[Listed records]

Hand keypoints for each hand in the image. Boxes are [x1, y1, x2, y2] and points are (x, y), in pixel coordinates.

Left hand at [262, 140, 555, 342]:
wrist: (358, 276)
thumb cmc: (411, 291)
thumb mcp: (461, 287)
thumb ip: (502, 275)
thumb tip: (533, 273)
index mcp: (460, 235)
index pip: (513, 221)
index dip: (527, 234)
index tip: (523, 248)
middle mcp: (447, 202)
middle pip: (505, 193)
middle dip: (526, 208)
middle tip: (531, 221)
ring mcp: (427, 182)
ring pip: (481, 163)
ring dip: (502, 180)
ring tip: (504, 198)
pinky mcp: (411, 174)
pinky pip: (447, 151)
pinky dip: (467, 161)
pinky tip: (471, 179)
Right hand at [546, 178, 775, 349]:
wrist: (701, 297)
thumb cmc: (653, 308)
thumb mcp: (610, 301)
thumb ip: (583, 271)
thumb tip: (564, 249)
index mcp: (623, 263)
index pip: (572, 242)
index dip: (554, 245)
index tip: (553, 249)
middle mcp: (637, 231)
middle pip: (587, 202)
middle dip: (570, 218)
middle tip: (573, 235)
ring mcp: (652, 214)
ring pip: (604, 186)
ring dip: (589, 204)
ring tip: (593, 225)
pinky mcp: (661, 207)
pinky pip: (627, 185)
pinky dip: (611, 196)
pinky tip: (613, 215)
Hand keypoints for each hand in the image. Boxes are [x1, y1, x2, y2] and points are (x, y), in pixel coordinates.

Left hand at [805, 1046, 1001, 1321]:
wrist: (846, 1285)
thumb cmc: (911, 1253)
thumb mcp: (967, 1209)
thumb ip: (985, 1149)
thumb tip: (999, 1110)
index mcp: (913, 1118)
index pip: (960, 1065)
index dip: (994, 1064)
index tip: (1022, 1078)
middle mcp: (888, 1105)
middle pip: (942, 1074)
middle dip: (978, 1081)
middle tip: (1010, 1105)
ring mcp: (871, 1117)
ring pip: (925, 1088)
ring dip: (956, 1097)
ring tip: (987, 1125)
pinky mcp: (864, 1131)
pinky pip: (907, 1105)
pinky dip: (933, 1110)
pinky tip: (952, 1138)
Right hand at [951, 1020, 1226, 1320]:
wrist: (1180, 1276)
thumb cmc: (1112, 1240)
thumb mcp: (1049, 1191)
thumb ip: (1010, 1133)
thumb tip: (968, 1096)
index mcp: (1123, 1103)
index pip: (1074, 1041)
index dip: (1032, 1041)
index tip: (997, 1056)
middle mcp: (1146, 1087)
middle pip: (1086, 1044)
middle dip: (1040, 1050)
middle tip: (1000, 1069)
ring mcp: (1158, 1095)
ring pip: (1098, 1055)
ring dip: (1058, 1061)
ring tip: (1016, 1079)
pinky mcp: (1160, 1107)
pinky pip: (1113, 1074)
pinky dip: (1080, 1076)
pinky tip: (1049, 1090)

[/Listed records]

** Exercise prompt **
Word for word, copy the listing above in its entirety.

** Solution below **
Hand keypoints for each hand in the image. Boxes are [x1, y1, x2, y2] and points are (x, y), in pixel coordinates.

Left hand at [262, 140, 555, 342]:
wrist: (358, 276)
thumb cmc: (411, 291)
thumb mcp: (461, 287)
thumb ip: (502, 275)
thumb tip: (533, 273)
index mcp: (460, 235)
index pip: (513, 221)
index dip: (527, 234)
index tip: (523, 248)
middle mcp: (447, 202)
middle pip: (505, 193)
middle dip: (526, 208)
middle tip: (531, 221)
ring mcp: (427, 182)
ring pip: (481, 163)
ring dip: (502, 180)
ring tip: (504, 198)
pinky mcp: (411, 174)
pinky pip: (447, 151)
pinky dip: (467, 161)
pinky tip: (471, 179)
Right hand at [546, 178, 775, 349]:
wrist: (701, 297)
thumb cmc: (653, 308)
thumb mcp: (610, 301)
thumb ip: (583, 271)
thumb tip: (564, 249)
index mcp: (623, 263)
index pip: (572, 242)
index dip: (554, 245)
index tip: (553, 249)
middle mcp: (637, 231)
middle pip: (587, 202)
middle dip: (570, 218)
middle tip: (573, 235)
ring mcp: (652, 214)
ring pip: (604, 186)
ring dip: (589, 204)
ring tip: (593, 225)
pinky mcp: (661, 207)
pinky pip: (627, 185)
pinky dip: (611, 196)
pinky tip: (613, 215)
Hand keypoints for each hand in the image. Boxes are [x1, y1, x2, y2] and points are (x, y), in pixel coordinates.

Left hand at [805, 1046, 1001, 1321]:
wrist: (846, 1285)
thumb cmc: (911, 1253)
thumb mcp: (967, 1209)
thumb ip: (985, 1149)
thumb tip: (999, 1110)
index mcp: (913, 1118)
index pip: (960, 1065)
index dip: (994, 1064)
index tip: (1022, 1078)
middle mcp: (888, 1105)
middle pip: (942, 1074)
middle dip: (978, 1081)
middle tip: (1010, 1105)
ring mcp: (871, 1117)
ring pip: (925, 1088)
ring dip: (956, 1097)
ring tip: (987, 1125)
pinky mcp: (864, 1131)
pinky pip: (907, 1105)
pinky dip: (933, 1110)
pinky tip: (952, 1138)
Right hand at [951, 1020, 1226, 1320]:
wrist: (1180, 1276)
thumb cmc: (1112, 1240)
thumb mcp: (1049, 1191)
thumb ip: (1010, 1133)
thumb tip: (968, 1096)
index mcp: (1123, 1103)
index pip: (1074, 1041)
index dip: (1032, 1041)
index tip: (997, 1056)
middle mcp: (1146, 1087)
middle pip: (1086, 1044)
middle dip: (1040, 1050)
middle tip: (1000, 1069)
ring mcp: (1158, 1095)
ring pip: (1098, 1055)
ring dip: (1058, 1061)
ring tip: (1016, 1079)
pinky mcp: (1160, 1107)
pinky pip: (1113, 1074)
pinky dip: (1080, 1076)
pinky tip: (1049, 1090)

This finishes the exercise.